Une réception critique élogieuse
La presse spécialisée a rapidement saisi cette singularité. Jazz Magazine a loué chez lui « une élégance discrète, où chaque note semble choisie pour sa justesse émotionnelle plutôt que pour sa démonstration technique ». DownBeat, référence américaine, a salué « une voix originale du jazz international, capable de transformer des traditions locales en langage universel ». Télérama, pour sa part, a vu dans ses albums « une musique de chambre caribéenne, intime et planétaire à la fois », lui attribuant régulièrement ses fameux « ffff ».
Cette reconnaissance critique, associée aux nominations aux Victoires du jazz et aux distinctions de l’Académie Charles Cros, a conforté sa place parmi les musiciens qui comptent sur la scène contemporaine. Mais elle n’a pas entamé sa modestie : Privat revendique un parcours fait d’expérimentations, parfois d’incertitudes, toujours tourné vers la recherche d’une sincérité musicale.

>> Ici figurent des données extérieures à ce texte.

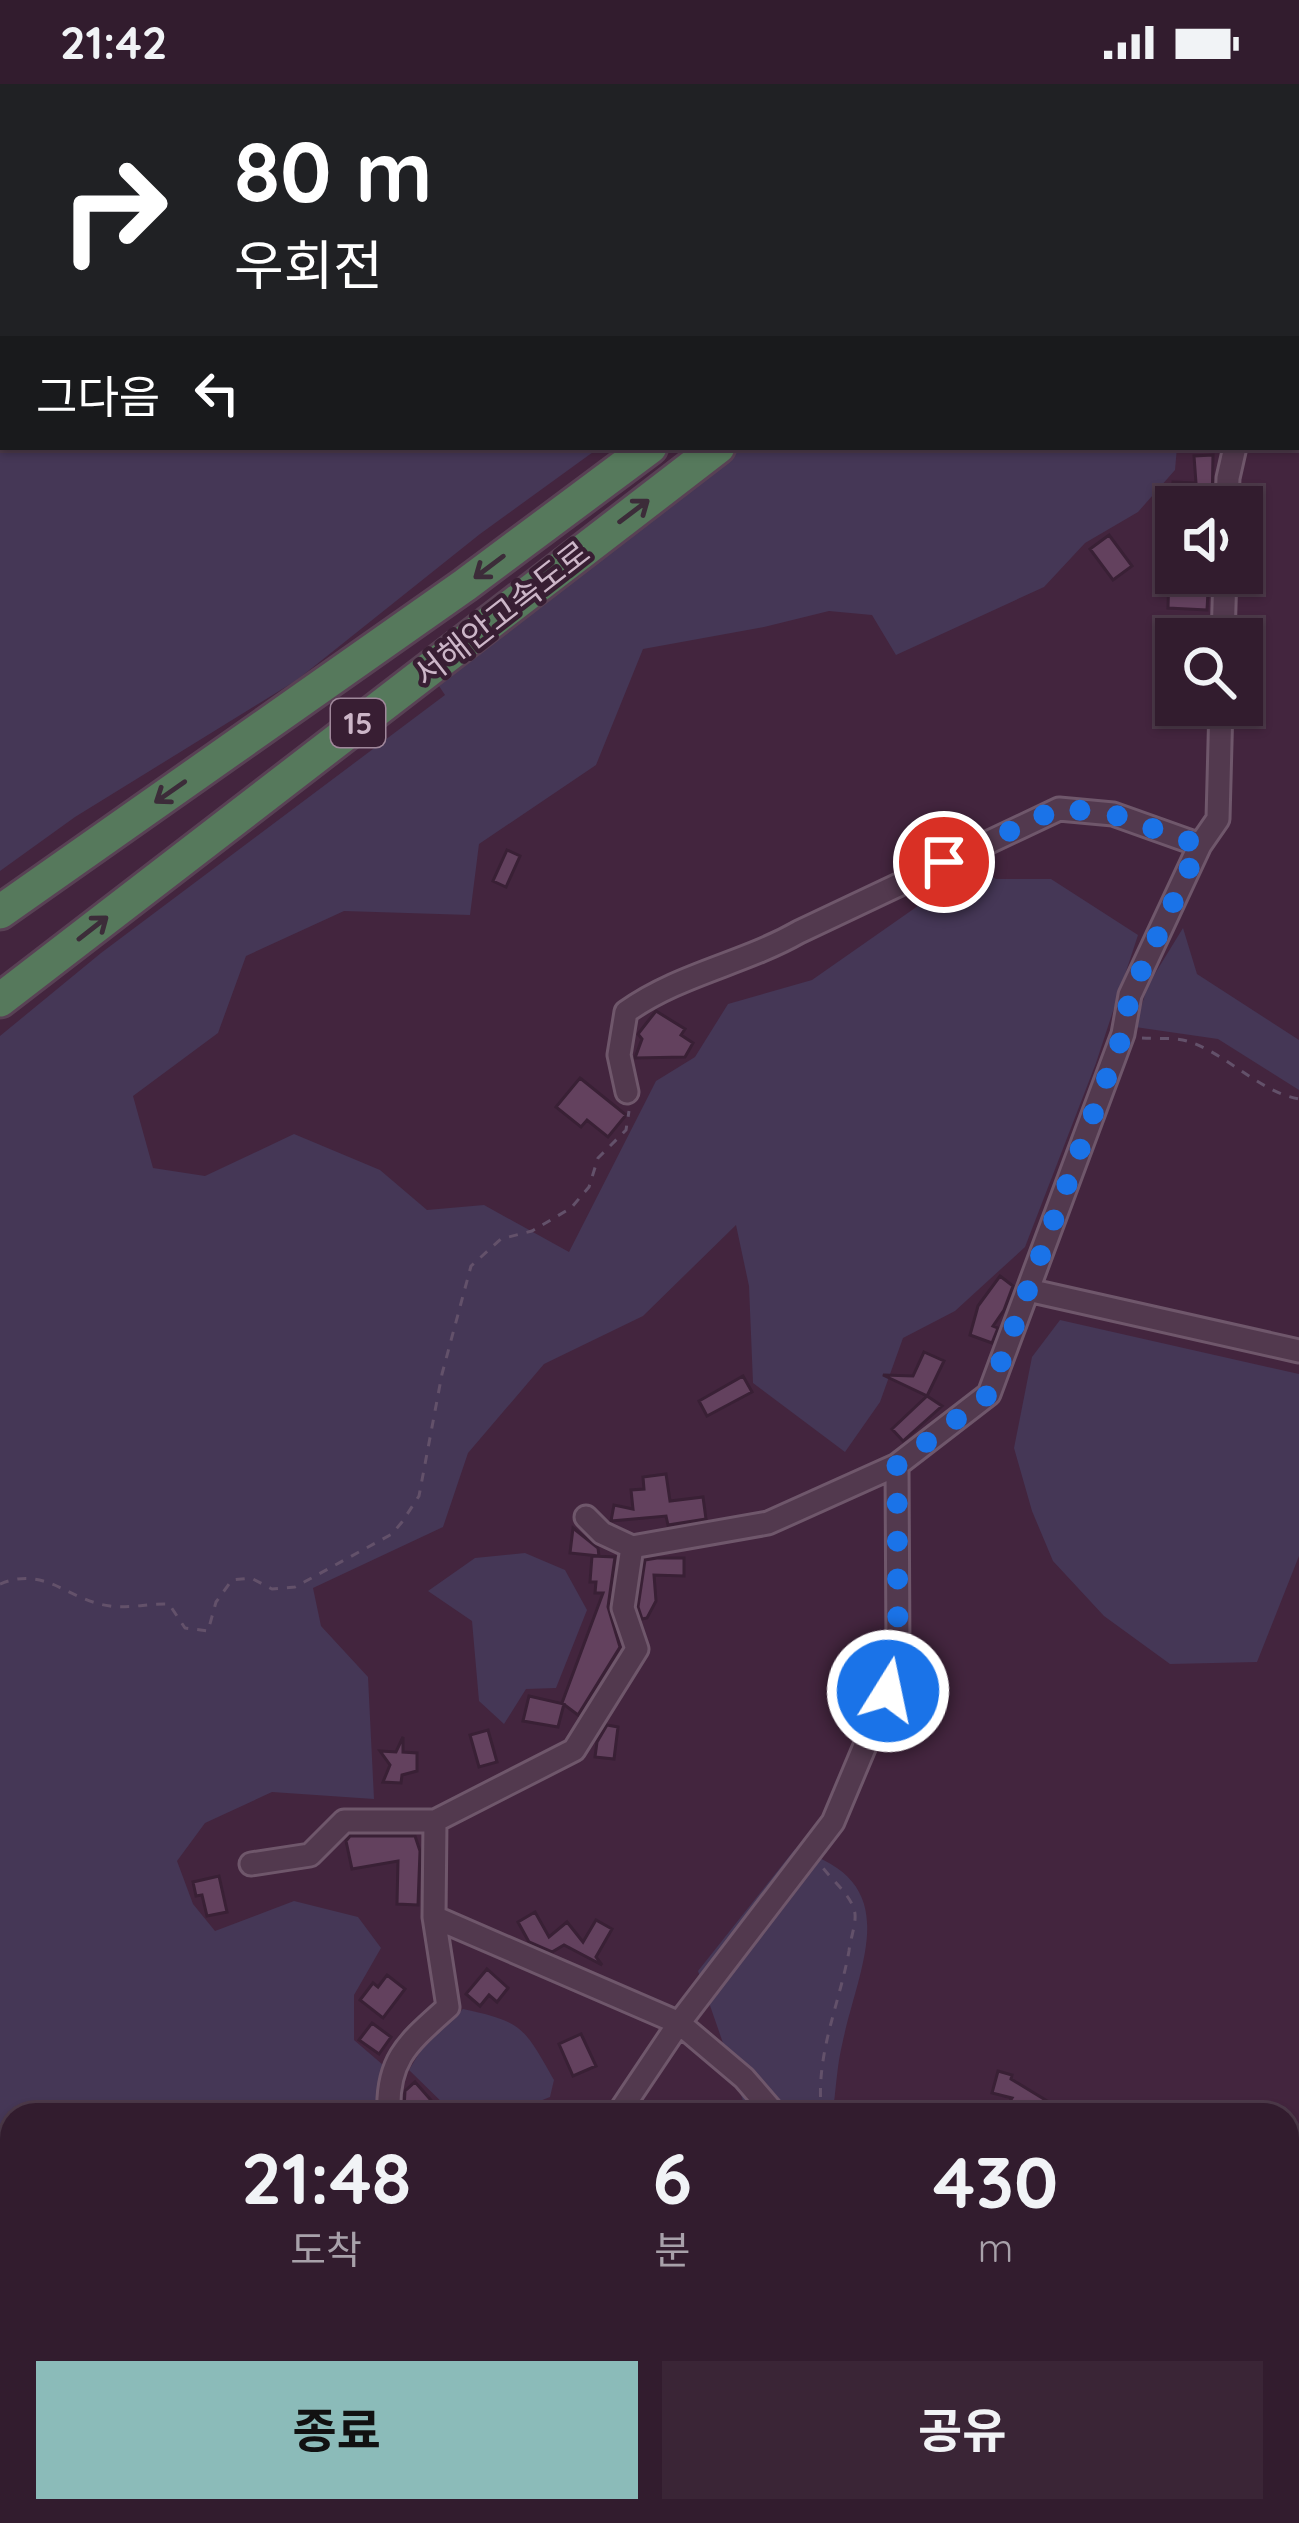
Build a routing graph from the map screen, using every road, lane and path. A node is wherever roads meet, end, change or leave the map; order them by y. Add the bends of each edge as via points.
1 (646, 450) edge
2 (714, 450) edge
3 (1234, 450) edge
4 (1228, 486) edge
5 (1220, 726) edge
6 (1200, 845) junction
7 (0, 912) edge
8 (0, 1000) edge
9 (1123, 1034) junction
10 (627, 1092) joint
11 (1299, 1100) edge
12 (1028, 1290) junction
13 (1299, 1351) edge
14 (897, 1465) junction
15 (586, 1517) dead end
16 (632, 1547) junction
17 (0, 1584) edge
18 (435, 1821) junction
19 (809, 1853) junction
20 (251, 1864) dead end
21 (434, 1917) junction
22 (679, 2023) junction
23 (389, 2103) edge
24 (625, 2103) edge
25 (766, 2103) edge
26 (820, 2103) edge

1 -> 7 highway, 서해안고속도로 / 15
8 -> 2 highway, 서해안고속도로 / 15
3 - 4 street
5 - 6 street via 1218,819
6 - 9 street via 1130,995
6 - 10 street via 1112,814 1059,808 763,952 650,995 626,1012 620,1055
9 - 11 path via 1186,1040
9 - 12 street
10 - 17 path via 626,1130 598,1158 571,1208 501,1239 471,1266 418,1496 392,1534 295,1587 232,1580 208,1631 185,1628 169,1604 115,1607 30,1576
12 - 13 street
12 - 14 street via 989,1394
14 - 16 street via 768,1522
14 - 19 street via 898,1654 833,1822
15 - 16 street
16 - 18 street via 623,1608 637,1649 574,1750
18 - 20 street via 344,1821 310,1855
18 - 21 street
19 - 22 street
19 - 26 path via 855,1912 824,2047
21 - 22 street
21 - 23 street via 448,2007 400,2051
22 - 24 street
22 - 25 street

Une voix singulière du jazz caribéen
Cette distinction entre générations et esthétiques ne signifie pas rupture. Au contraire, elle montre la vitalité du jazz caribéen, capable d’accueillir des approches multiples. En choisissant Grégory Privat, le ministère de la Culture reconnaît une trajectoire qui témoigne de l’évolution du genre : moins militante que dans les années Fanon ou Césaire, moins démonstrative que dans les années de fusion caraïbe-jazz, mais profondément attachée à un art de l’équilibre, entre enracinement et ouverture.
Une place dans la scène mondiale
Dans un contexte où le jazz se redéfinit à l’échelle planétaire, Privat apparaît comme un artiste singulier. Là où un pianiste comme Brad Mehldau travaille les croisements entre jazz et pop, et où Tigran Hamasyan mêle improvisation et traditions arméniennes, Grégory Privat propose une autre voie : celle d’un jazz enraciné dans la Caraïbe, mais qui refuse l’exotisme facile et privilégie l’émotion. Cette posture le place aux côtés de musiciens qui, chacun depuis leur terre d’origine, apportent une nuance nouvelle à un langage universel.
En le nommant Chevalier de l’Ordre des Arts et des Lettres, la France salue donc plus qu’un parcours individuel : elle reconnaît la contribution d’un pianiste caribéen à la conversation mondiale du jazz. Grégory Privat incarne l’idée que la musique peut être à la fois mémoire et invention, intime et universelle, martiniquaise et mondiale.